### Supplied material
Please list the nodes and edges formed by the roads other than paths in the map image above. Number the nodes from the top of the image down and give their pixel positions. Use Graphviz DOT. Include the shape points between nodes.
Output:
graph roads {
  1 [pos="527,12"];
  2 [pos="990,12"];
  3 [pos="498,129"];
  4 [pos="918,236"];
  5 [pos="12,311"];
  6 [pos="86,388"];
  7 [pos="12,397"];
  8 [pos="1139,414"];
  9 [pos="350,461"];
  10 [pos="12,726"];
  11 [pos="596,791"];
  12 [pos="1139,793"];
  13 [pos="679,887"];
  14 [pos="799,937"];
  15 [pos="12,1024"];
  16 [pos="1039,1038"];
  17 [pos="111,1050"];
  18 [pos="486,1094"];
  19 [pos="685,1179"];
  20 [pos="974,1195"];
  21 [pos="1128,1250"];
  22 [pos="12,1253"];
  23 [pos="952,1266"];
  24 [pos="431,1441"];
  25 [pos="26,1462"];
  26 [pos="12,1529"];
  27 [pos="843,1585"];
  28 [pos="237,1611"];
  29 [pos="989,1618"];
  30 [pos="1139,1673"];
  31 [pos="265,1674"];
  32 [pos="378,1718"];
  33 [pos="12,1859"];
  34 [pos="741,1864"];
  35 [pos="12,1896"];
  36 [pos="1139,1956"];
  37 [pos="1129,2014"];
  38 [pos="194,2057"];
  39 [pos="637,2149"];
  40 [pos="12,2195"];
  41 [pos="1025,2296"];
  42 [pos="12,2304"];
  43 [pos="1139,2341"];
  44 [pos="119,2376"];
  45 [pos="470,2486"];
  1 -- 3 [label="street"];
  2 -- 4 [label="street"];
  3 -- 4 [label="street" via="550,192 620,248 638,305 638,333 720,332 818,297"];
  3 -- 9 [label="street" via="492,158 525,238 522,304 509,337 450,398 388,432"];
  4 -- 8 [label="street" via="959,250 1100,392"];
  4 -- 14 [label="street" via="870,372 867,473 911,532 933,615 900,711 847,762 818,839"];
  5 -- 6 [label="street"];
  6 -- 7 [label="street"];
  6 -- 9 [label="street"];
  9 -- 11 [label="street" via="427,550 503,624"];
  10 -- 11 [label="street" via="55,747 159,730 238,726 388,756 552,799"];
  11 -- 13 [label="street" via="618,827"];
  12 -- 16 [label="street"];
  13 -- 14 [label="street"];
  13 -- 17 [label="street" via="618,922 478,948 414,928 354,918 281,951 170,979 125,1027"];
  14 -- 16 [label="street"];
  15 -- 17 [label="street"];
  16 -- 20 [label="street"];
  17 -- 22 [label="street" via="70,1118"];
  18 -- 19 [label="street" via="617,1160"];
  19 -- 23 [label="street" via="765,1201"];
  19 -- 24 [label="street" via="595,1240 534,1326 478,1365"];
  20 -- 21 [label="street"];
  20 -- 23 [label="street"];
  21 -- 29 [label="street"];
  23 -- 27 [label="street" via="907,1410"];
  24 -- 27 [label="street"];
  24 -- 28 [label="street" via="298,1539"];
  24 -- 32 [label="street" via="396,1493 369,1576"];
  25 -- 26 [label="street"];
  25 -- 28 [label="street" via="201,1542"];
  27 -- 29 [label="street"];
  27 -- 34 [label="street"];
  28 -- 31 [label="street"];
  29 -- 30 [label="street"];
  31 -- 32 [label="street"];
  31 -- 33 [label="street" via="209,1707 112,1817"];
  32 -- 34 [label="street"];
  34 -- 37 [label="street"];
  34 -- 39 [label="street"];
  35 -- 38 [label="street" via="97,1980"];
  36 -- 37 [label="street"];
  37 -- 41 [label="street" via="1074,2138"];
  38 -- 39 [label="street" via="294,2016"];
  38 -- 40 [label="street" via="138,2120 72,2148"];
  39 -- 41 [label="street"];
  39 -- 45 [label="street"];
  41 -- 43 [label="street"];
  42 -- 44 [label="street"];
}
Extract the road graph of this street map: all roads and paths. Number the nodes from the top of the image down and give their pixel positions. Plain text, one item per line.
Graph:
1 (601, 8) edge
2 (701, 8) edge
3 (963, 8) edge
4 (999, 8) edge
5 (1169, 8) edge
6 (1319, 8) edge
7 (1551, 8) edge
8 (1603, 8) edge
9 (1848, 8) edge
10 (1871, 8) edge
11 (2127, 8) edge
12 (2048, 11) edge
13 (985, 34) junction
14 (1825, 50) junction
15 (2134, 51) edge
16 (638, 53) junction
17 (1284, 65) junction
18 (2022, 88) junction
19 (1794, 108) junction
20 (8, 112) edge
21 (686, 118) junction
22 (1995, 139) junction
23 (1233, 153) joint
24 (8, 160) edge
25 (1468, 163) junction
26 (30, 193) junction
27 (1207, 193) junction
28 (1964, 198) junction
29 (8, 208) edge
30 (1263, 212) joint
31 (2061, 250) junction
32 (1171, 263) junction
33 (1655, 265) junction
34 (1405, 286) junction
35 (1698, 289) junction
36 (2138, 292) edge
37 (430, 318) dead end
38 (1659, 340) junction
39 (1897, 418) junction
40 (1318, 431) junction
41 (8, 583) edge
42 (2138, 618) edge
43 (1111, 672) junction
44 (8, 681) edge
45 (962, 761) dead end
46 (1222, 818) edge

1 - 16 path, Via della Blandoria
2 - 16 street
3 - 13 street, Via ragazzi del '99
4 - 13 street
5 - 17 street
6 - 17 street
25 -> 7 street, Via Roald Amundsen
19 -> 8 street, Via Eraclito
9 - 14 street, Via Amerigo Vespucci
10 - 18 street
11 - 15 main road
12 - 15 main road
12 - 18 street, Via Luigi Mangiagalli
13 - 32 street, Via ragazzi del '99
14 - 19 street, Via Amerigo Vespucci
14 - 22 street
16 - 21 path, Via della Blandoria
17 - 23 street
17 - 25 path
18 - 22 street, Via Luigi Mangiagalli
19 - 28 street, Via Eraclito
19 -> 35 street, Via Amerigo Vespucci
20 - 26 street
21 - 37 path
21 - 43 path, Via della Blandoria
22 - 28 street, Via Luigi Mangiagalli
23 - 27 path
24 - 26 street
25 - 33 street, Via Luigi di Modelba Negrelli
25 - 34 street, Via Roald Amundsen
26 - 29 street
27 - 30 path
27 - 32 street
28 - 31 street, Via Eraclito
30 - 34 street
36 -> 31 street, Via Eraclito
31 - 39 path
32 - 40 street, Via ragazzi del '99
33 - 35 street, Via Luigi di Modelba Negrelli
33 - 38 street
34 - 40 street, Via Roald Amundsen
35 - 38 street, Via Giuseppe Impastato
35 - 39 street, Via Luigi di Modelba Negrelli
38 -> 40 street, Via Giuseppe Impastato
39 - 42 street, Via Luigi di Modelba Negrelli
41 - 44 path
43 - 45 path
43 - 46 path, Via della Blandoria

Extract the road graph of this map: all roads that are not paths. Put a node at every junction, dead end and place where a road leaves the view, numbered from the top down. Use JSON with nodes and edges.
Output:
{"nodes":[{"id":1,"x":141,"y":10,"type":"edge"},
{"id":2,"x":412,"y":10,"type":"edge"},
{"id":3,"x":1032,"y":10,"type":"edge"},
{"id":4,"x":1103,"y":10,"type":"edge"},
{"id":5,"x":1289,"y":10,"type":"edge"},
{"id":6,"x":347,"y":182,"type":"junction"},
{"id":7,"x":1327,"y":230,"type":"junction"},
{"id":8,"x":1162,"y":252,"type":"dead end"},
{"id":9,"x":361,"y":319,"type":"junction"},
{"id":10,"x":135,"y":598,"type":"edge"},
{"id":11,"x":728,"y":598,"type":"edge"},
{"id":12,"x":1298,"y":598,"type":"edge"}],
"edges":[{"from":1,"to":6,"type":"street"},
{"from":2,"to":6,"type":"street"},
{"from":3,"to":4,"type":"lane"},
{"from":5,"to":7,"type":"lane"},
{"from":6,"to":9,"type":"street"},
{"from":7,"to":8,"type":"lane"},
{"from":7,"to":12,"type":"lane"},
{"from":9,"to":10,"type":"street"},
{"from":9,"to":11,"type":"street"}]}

### What the exercise asks
Search the material above for the string "Negrelli". Show every line that holds it.

### Your solution
25 - 33 street, Via Luigi di Modelba Negrelli
33 - 35 street, Via Luigi di Modelba Negrelli
35 - 39 street, Via Luigi di Modelba Negrelli
39 - 42 street, Via Luigi di Modelba Negrelli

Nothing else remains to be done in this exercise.